Qui fut Franz Kafka ? Entre allégorie, enquête et mise en abîme, Agniezska Holland signe un biopic poétique sur la vie de l’écrivain pragois, faisant résonner son œuvre avec sa vie intime.
Franz K. d’Agniezska Holland. 2025, 2h 07min, Tchéquie/Irlande. Avec Idan Weiss, Peter Kurth, Carol Schuler.
Critique de Catherine Lalanne, SIGNIS France
Il y a d’abord le parti pris esthétique, le souci minutieux de la réalisatrice de reconstituer les décors, les costumes, l’époque tout en plongeant d’emblée le spectateur dans un univers fantastique et romanesque.
Puis les témoignages, face caméra, des proches de Franz Kafka – son éditeur Max Brod, sa sœur Ottla, son oncle Siegfried, son amie Milena… chacun tentant d’éclairer un pan de la personnalité complexe de l’homme et de l’écrivain.
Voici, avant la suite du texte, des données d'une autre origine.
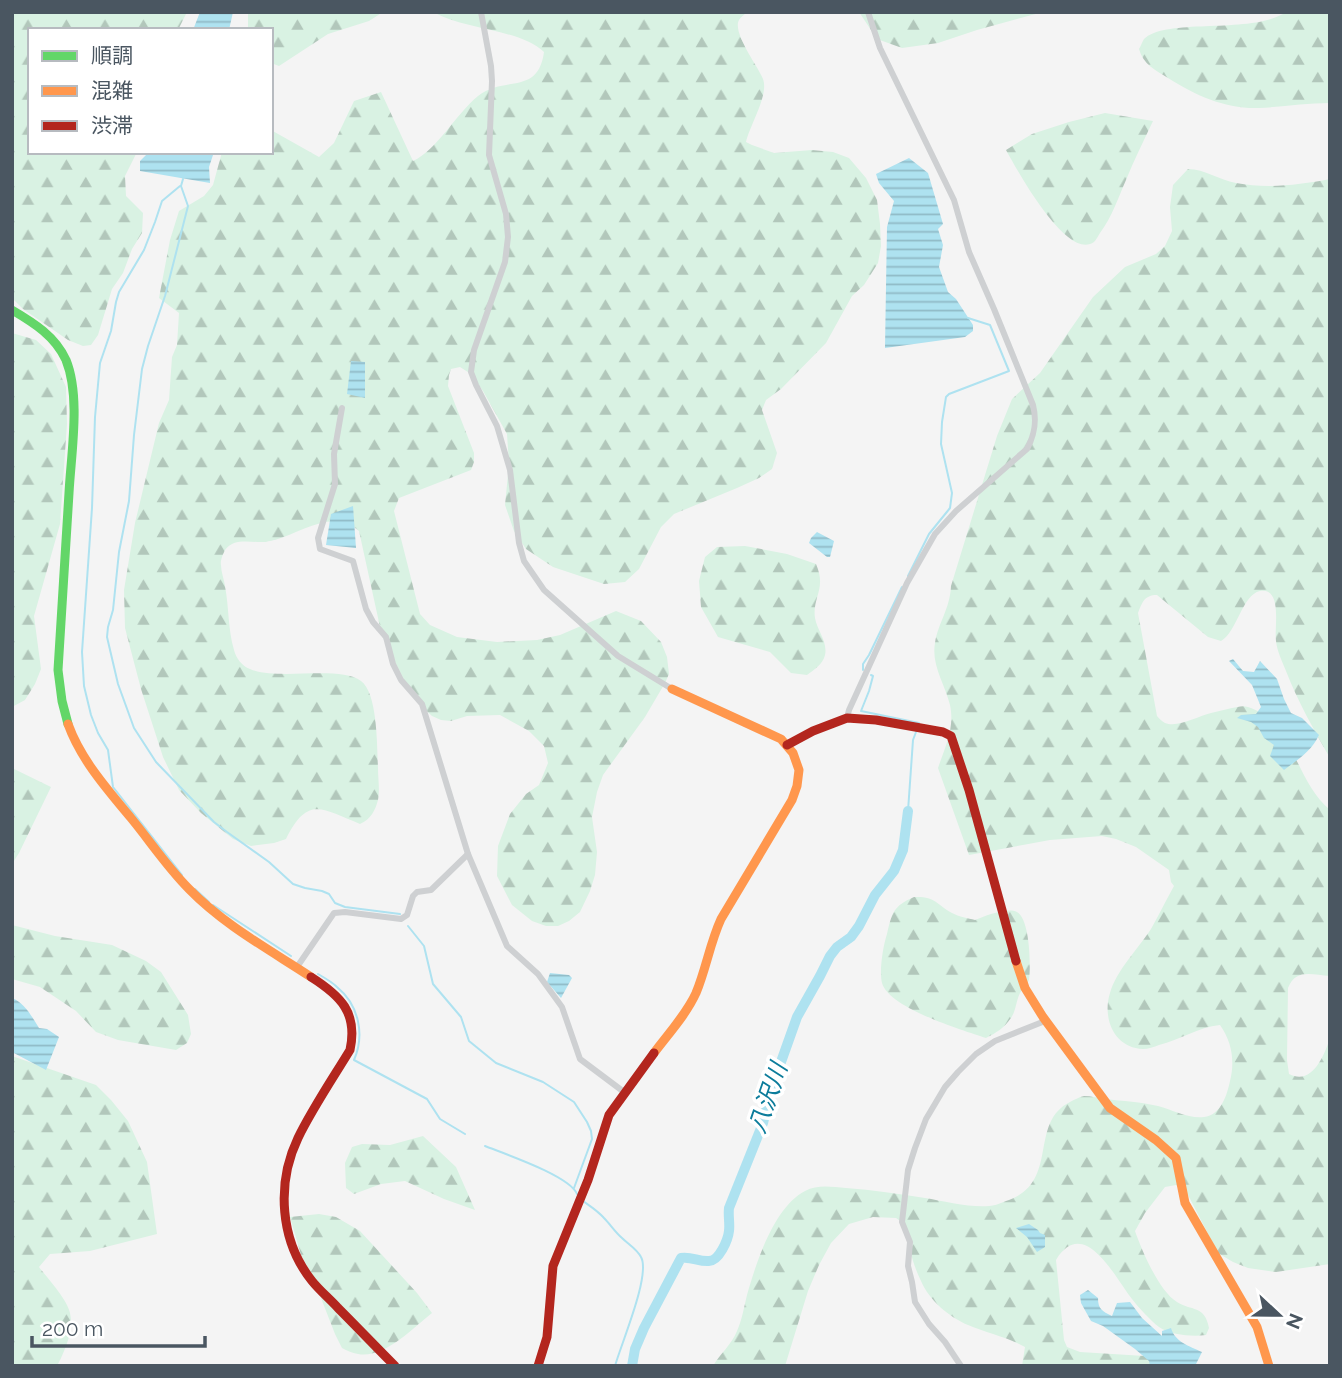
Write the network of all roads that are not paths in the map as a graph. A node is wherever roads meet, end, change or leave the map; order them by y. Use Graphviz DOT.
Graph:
graph roads {
  1 [pos="481,12"];
  2 [pos="868,12"];
  3 [pos="12,310"];
  4 [pos="342,408"];
  5 [pos="672,689"];
  6 [pos="847,718"];
  7 [pos="787,745"];
  8 [pos="468,854"];
  9 [pos="297,967"];
  10 [pos="1045,1021"];
  11 [pos="624,1092"];
  12 [pos="395,1366"];
  13 [pos="538,1366"];
  14 [pos="961,1366"];
  15 [pos="1269,1366"];
  1 -- 5 [label="street"];
  2 -- 6 [label="street"];
  3 -- 9 [label="street"];
  4 -- 8 [label="street"];
  5 -- 7 [label="street"];
  6 -- 7 [label="street"];
  6 -- 10 [label="street"];
  7 -- 11 [label="street"];
  8 -- 9 [label="street"];
  8 -- 11 [label="street"];
  9 -- 12 [label="street"];
  10 -- 14 [label="street"];
  10 -- 15 [label="street"];
  11 -- 13 [label="street"];
}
Un va et vient permanent enfin entre passé et présent qui désoriente le spectateur, lui fait toucher du doigt le non-sens des situations, l’absurdité d’une existence que le romancier n’a cessé d’explorer dans son œuvre : Franz enfant mis à la porte en pleine nuit par son ogre de père pour lui permettre de s’ébattre avec sa mère, Kafka statufié un siècle plus tard à Prague et photographié par des hordes de touristes japonais, jeune homme amoureux tourmenté incapable de concrétiser une relation sentimentale, adolescent fermant les portes du salon familial pour s’abstraire des rugissements paternels et écrire, adulte confronté à la bureaucratie impersonnelle et inhumaine de la société d’assurance qui l’emploie … Le spectateur se perd dans un labyrinthe de scènes, d’allers-retours incessants, gagné par l’atmosphère oppressante qui semble étouffer le protagoniste.
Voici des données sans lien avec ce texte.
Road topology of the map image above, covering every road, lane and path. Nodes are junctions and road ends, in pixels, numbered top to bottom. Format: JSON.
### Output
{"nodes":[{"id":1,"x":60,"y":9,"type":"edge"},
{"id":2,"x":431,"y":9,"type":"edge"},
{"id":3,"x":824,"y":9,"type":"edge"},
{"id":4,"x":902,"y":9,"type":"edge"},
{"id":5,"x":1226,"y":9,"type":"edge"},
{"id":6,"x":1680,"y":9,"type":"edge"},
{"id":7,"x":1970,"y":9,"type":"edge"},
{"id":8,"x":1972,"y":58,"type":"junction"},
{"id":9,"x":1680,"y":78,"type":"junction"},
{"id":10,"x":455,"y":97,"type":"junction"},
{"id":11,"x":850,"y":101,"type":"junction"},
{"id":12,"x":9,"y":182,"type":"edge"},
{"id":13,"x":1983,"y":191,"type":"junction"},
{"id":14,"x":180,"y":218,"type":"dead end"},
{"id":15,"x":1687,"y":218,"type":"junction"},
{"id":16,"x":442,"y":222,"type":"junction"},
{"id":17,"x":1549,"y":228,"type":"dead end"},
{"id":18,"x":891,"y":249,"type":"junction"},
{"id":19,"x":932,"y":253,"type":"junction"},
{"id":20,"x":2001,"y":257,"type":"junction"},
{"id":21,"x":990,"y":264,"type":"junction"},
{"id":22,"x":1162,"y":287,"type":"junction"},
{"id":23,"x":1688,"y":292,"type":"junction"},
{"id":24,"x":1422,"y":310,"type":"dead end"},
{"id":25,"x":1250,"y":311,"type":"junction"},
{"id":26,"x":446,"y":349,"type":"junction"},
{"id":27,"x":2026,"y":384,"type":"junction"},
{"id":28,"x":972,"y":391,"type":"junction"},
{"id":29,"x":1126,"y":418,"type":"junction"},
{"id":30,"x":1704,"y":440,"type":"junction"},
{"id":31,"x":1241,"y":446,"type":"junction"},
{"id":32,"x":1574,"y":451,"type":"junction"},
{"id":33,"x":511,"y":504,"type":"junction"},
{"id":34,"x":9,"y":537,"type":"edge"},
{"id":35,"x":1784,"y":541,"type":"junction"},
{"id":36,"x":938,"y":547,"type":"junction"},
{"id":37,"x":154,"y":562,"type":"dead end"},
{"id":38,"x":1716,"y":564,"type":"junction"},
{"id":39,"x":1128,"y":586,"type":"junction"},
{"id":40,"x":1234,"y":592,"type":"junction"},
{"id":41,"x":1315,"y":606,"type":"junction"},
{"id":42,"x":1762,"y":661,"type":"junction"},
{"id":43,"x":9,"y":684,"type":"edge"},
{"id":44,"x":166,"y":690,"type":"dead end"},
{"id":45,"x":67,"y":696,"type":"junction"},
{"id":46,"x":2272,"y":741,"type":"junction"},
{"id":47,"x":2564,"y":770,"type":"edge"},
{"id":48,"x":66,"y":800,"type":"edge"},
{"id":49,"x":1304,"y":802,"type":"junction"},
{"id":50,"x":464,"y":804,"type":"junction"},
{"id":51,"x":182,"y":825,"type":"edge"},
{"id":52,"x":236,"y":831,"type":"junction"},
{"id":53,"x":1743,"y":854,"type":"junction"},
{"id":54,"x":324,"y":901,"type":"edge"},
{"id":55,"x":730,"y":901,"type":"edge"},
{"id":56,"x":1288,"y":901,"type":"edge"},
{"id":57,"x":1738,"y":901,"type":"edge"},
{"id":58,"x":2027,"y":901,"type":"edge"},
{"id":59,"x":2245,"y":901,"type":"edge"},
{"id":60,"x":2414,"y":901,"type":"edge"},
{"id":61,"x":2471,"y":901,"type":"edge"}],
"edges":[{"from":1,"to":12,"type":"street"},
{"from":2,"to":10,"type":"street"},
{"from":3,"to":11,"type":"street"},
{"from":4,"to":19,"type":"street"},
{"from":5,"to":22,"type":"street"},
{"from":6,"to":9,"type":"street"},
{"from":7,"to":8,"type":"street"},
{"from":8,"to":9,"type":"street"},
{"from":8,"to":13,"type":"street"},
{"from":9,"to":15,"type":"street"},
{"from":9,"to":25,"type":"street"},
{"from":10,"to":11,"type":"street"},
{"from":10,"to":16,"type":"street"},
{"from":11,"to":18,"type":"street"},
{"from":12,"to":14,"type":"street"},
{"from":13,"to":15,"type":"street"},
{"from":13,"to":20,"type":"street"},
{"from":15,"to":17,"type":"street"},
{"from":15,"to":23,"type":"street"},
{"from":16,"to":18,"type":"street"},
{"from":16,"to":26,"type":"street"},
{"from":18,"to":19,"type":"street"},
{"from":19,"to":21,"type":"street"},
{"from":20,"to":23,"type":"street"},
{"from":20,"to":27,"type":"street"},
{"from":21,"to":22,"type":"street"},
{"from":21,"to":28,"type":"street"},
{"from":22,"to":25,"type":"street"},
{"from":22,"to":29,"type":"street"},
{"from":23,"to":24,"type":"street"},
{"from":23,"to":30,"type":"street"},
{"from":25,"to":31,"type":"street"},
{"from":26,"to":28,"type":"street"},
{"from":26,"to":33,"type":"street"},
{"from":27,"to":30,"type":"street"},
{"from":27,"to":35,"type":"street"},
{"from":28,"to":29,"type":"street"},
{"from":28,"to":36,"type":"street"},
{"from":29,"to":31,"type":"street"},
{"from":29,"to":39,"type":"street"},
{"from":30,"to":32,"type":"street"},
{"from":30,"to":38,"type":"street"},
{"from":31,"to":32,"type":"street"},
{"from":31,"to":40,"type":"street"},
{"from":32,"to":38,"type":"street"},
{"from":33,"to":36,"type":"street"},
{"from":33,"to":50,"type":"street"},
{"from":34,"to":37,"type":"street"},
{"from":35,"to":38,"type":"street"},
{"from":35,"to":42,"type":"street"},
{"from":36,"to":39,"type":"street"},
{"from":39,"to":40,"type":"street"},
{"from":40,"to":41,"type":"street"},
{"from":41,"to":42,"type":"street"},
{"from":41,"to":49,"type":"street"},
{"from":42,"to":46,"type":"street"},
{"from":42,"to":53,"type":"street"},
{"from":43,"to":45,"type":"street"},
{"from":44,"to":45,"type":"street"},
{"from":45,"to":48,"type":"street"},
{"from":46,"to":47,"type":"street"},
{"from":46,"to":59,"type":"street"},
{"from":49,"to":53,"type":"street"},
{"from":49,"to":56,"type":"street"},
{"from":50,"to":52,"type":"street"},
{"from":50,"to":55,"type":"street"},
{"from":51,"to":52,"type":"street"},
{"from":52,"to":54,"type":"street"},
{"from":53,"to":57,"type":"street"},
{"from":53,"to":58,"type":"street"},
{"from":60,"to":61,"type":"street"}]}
Après Green Border documentant la crise migratoire de 2021 à la frontière biélorusse et L’Ombre de Staline dénonçant la famine ukrainienne organisée par le chef de l’Union soviétique en1932, Agnieszka Holland signe un film intimiste, onirique et subtil, prenant le parti d’un artiste écartelé entre son aspiration à écrire et son incapacité à vivre. Filmant au plus près cet être brillant, brimé par un père dominant, fragilisé par la tuberculose, victime d’un antisémitisme montant, la réalisatrice franco-polonaise semble chercher désespérément avec Franz K l’air pour respirer, la place pour exprimer sa sensibilité littéraire, le courage d’aimer et d’exister. Gagné par son empathie, le spectateur sort de la salle obscure, désireux de relire Le Procès, La Métamorphose et d’éclairer les liens entre la vie et l’œuvre d’un des auteurs majeurs du 20ème siècle.